_EXERCISE DESCRIPTION_:
Which lines of the entries hold the string "Boulevard"? Copy each one.
START DATA TO USE
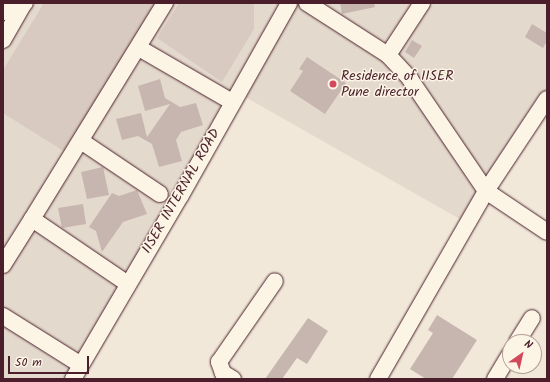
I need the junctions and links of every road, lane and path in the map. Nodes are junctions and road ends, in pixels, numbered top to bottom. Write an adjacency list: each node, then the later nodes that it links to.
1 (166, 3): 8 (lane)
2 (289, 3): 10 (lane, IISER INTERNAL ROAD)
3 (306, 3): 9 (lane)
4 (422, 3): 9 (lane)
5 (24, 4): 6 (lane); 7 (lane)
6 (3, 12)
7 (3, 40)
8 (139, 48): 10 (lane); 12 (lane)
9 (388, 55): 13 (lane)
10 (232, 102): 19 (lane, IISER INTERNAL ROAD)
11 (546, 104): 13 (lane)
12 (81, 141): 14 (lane); 15 (lane)
13 (486, 191): 16 (lane); 26 (lane)
14 (160, 194)
15 (32, 219): 17 (lane); 19 (lane)
16 (547, 232)
17 (3, 265)
18 (275, 281): 25 (lane)
19 (128, 284): 24 (lane, IISER INTERNAL ROAD)
20 (3, 316): 24 (lane)
21 (532, 318): 22 (lane)
22 (522, 334)
23 (502, 367): 27 (lane)
24 (77, 372)
25 (233, 379)
26 (378, 379)
27 (495, 379)

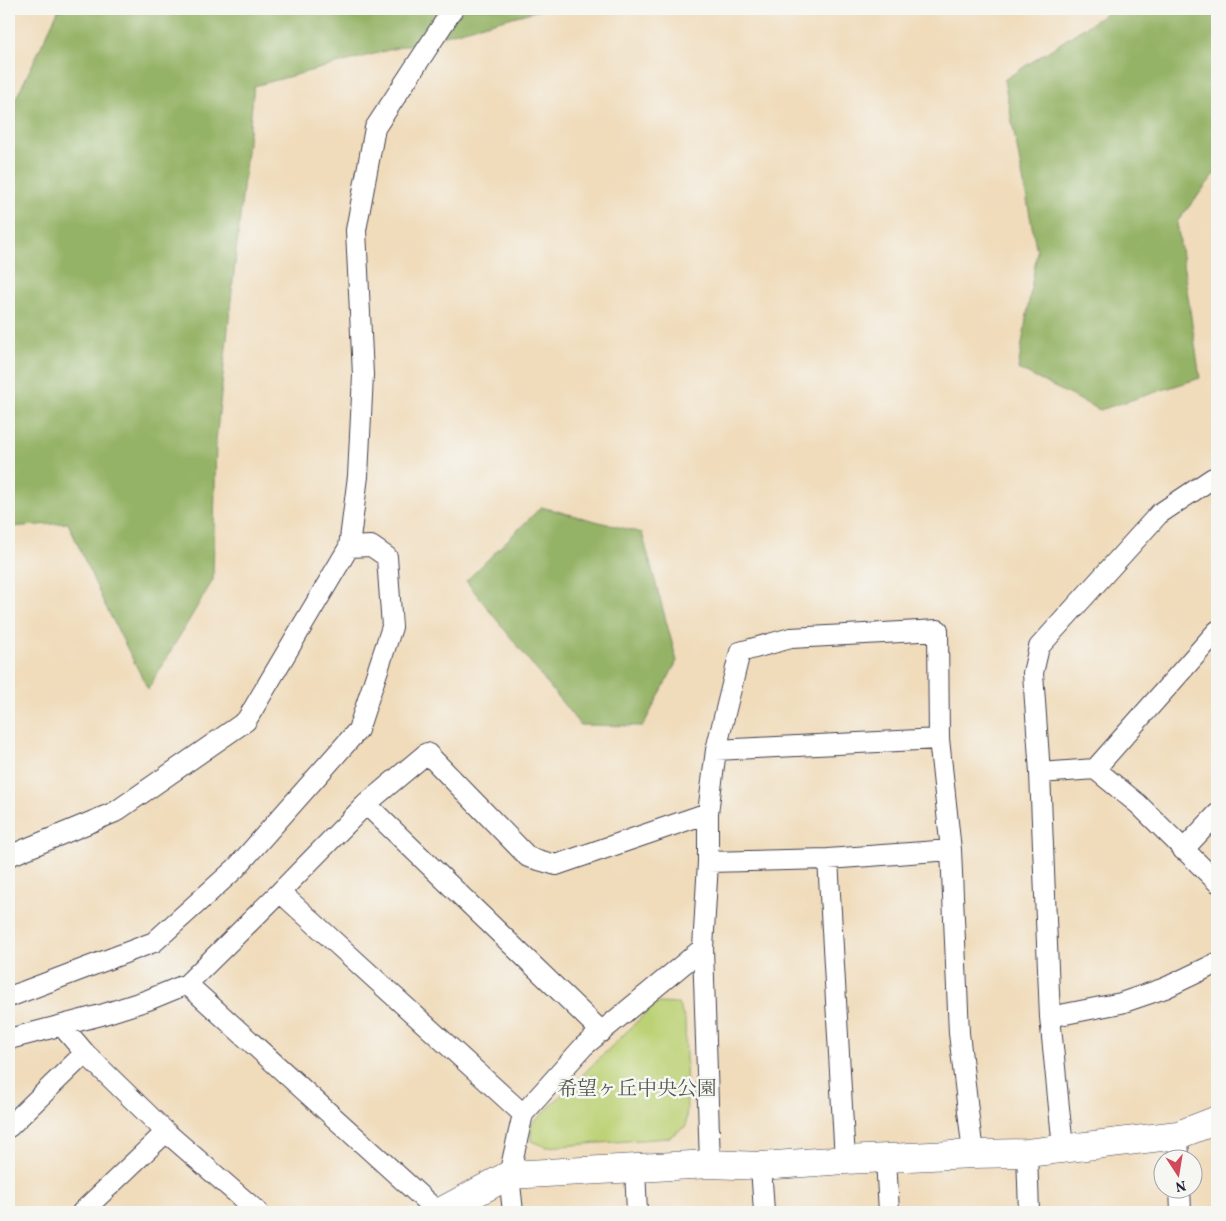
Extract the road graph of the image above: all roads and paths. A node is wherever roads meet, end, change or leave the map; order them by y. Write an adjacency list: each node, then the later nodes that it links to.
1 (453, 9): 3 (street)
2 (1217, 480): 8 (street)
3 (348, 547): 14 (street); 22 (street)
4 (1217, 631): 7 (street)
5 (939, 739): 6 (street); 6 (street); 12 (street)
6 (716, 750): 10 (street)
7 (1094, 769): 8 (street); 13 (street)
8 (1040, 773): 23 (street)
9 (366, 804): 10 (street); 18 (street); 25 (street)
10 (708, 812): 16 (street)
11 (1217, 814): 13 (street)
12 (951, 850): 15 (street); 35 (street)
13 (1183, 850): 17 (street)
14 (9, 856)
15 (828, 860): 16 (street); 37 (street)
16 (708, 862): 19 (street)
17 (1217, 882)
18 (280, 892): 21 (street); 28 (street)
19 (703, 948): 25 (street); 38 (street)
20 (1217, 963): 23 (street)
21 (187, 984): 24 (street); 45 (street)
22 (9, 998)
23 (1050, 1017): 33 (street)
24 (62, 1026): 26 (street); 27 (street)
25 (602, 1032): 28 (street)
26 (9, 1039)
27 (84, 1054): 30 (street); 31 (street)
28 (523, 1114): 41 (street)
29 (1217, 1120): 32 (street)
30 (9, 1127)
31 (166, 1132): 43 (street); 44 (street)
32 (1178, 1147): 33 (street)
33 (1063, 1148): 34 (street)
34 (1027, 1153): 35 (street); 50 (street)
35 (973, 1154): 36 (street)
36 (886, 1159): 37 (street); 49 (street)
37 (845, 1160): 39 (street)
38 (710, 1164): 39 (street); 40 (street)
39 (761, 1166): 48 (street)
40 (635, 1169): 41 (street); 47 (street)
41 (509, 1175): 45 (street); 46 (street)
42 (1180, 1198): 51 (street)
43 (251, 1210)
44 (82, 1212)
45 (439, 1212)
46 (512, 1212)
47 (637, 1212)
48 (764, 1212)
49 (889, 1212)
50 (1029, 1212)
51 (1181, 1212)

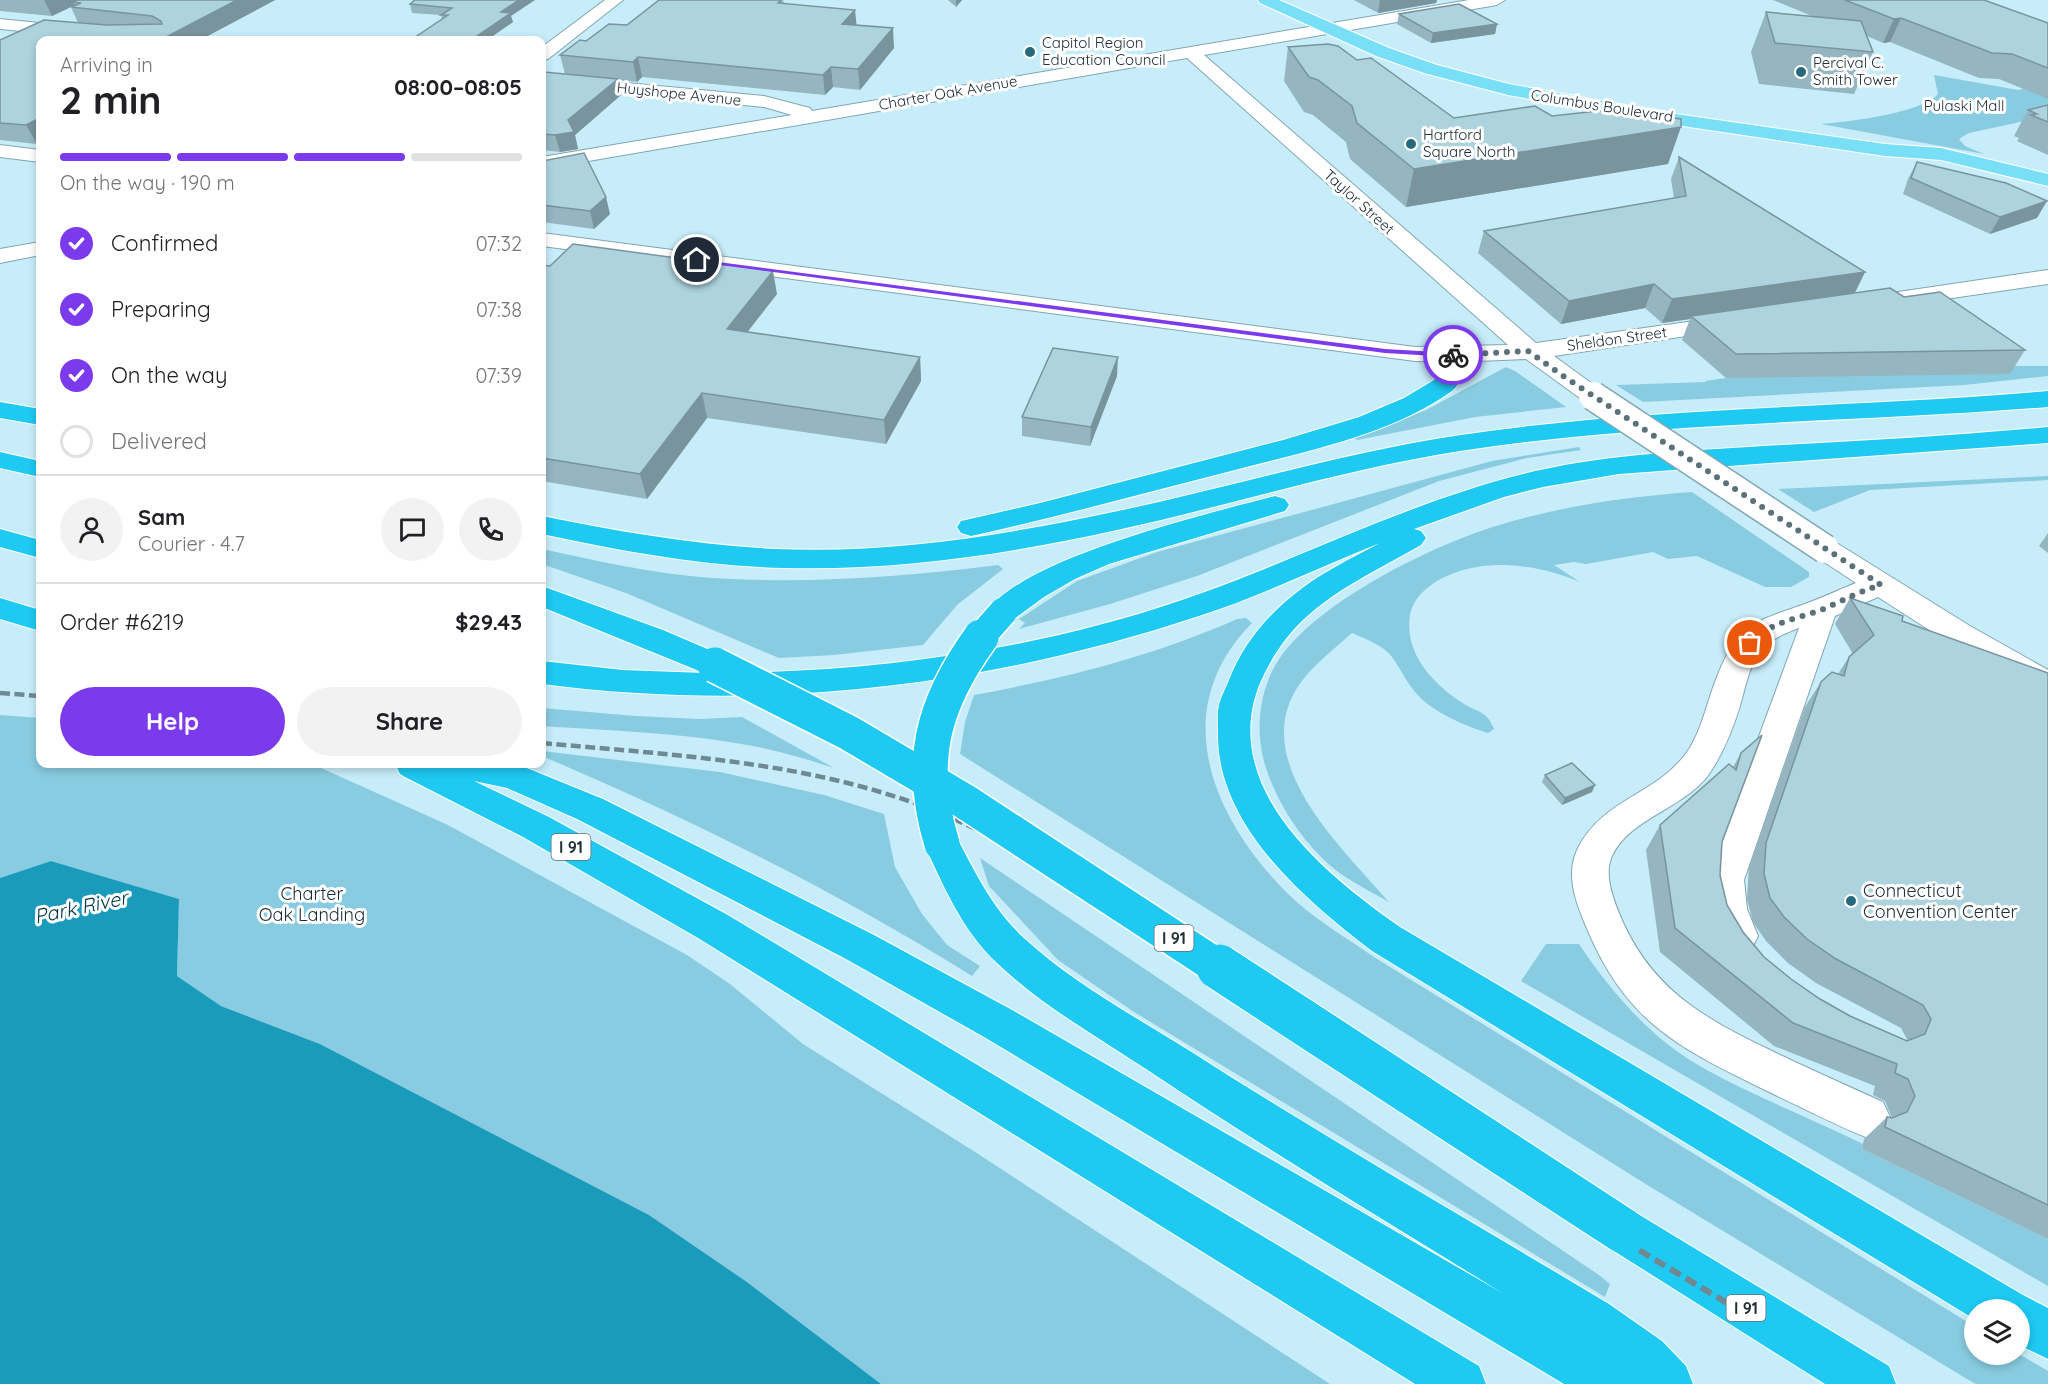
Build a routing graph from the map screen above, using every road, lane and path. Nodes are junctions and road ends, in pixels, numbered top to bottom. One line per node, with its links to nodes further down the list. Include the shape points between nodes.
1 (615, 0): 10 (street)
2 (1266, 0): 7 (main road, Columbus Boulevard)
3 (1497, 0): 7 (street, Charter Oak Avenue)
4 (74, 14): 6 (street)
5 (0, 24): 6 (street)
6 (44, 28): 8 (street); 9 (street)
7 (1327, 28): 11 (street, Charter Oak Avenue); 14 (main road, Columbus Boulevard, via 1421,66 1522,93)
8 (121, 36)
9 (17, 41)
10 (546, 52)
11 (1190, 52): 13 (street, Charter Oak Avenue); 26 (street, Taylor Street)
12 (546, 80): 13 (street, Huyshope Avenue, via 764,102)
13 (816, 116): 17 (street, Charter Oak Avenue)
14 (1885, 150): 18 (main road, Columbus Boulevard, via 1941,154); 19 (main road, Columbus Boulevard, via 1926,165)
15 (0, 151): 16 (street)
16 (36, 156)
17 (546, 162)
18 (2048, 180)
19 (2048, 196)
20 (546, 241): 27 (street, Sheldon Street, via 1385,351)
21 (36, 250): 22 (street)
22 (0, 256)
23 (2048, 278): 24 (street)
24 (1874, 302)
25 (1748, 321): 26 (street, Sheldon Street)
26 (1528, 351): 27 (street, Sheldon Street); 44 (street, Taylor Street, bridge)
27 (1458, 355): 43 (highway, via 1445,384 1368,423 1040,512 880,540 799,544 712,542)
28 (2048, 387): 30 (highway, via 2010,394)
29 (2048, 399): 30 (highway)
30 (1989, 404): 35 (highway, via 1612,426)
31 (0, 410): 32 (highway)
32 (36, 416)
33 (2048, 435): 34 (highway)
34 (1947, 443): 36 (highway, via 2004,457); 39 (highway, via 1618,465 1536,480)
35 (1422, 450): 43 (highway, via 1105,524 943,551 800,559); 60 (highway, bridge, via 1347,482 1093,560 1047,581 1003,612 979,637 948,688 930,757 934,818 954,872 974,905 1030,968 1221,1095 1592,1321 1644,1359)
36 (2048, 457)
37 (0, 460): 38 (highway)
38 (36, 468)
39 (1460, 502): 49 (highway, via 1184,610 1078,643 1007,658 897,674 766,683 625,681); 55 (highway, via 1410,538 1314,594 1284,620 1256,656 1237,698 1234,740 1245,786 1269,833 1316,886 1386,939)
40 (546, 526): 43 (highway)
41 (0, 538): 42 (highway)
42 (36, 548)
43 (672, 549)
44 (1881, 585): 47 (street); 50 (street, Taylor Street)
45 (546, 597): 61 (highway, I 91, bridge, via 715,665 887,755 1011,831 1622,1230)
46 (0, 608): 48 (highway)
47 (1821, 610): 53 (street, via 1725,880 1729,918 1736,934); 54 (street, via 1773,627 1750,643 1700,763 1687,776 1621,819 1604,837 1593,856 1591,884 1622,959 1663,1010 1707,1041)
48 (36, 620)
49 (546, 673)
50 (2048, 685)
51 (418, 768): 58 (highway, I 91, via 536,827 712,926)
52 (488, 768): 59 (highway, via 590,809 889,963)
53 (1761, 966)
54 (1868, 1118)
55 (1987, 1299)
56 (2030, 1324): 57 (highway)
57 (2048, 1335)
58 (1461, 1384)
59 (1611, 1384)
60 (1668, 1384)
61 (1871, 1384)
END DATA TO USE
_SOLUTION FOR THIS PROBLEM_:
2 (1266, 0): 7 (main road, Columbus Boulevard)
7 (1327, 28): 11 (street, Charter Oak Avenue); 14 (main road, Columbus Boulevard, via 1421,66 1522,93)
14 (1885, 150): 18 (main road, Columbus Boulevard, via 1941,154); 19 (main road, Columbus Boulevard, via 1926,165)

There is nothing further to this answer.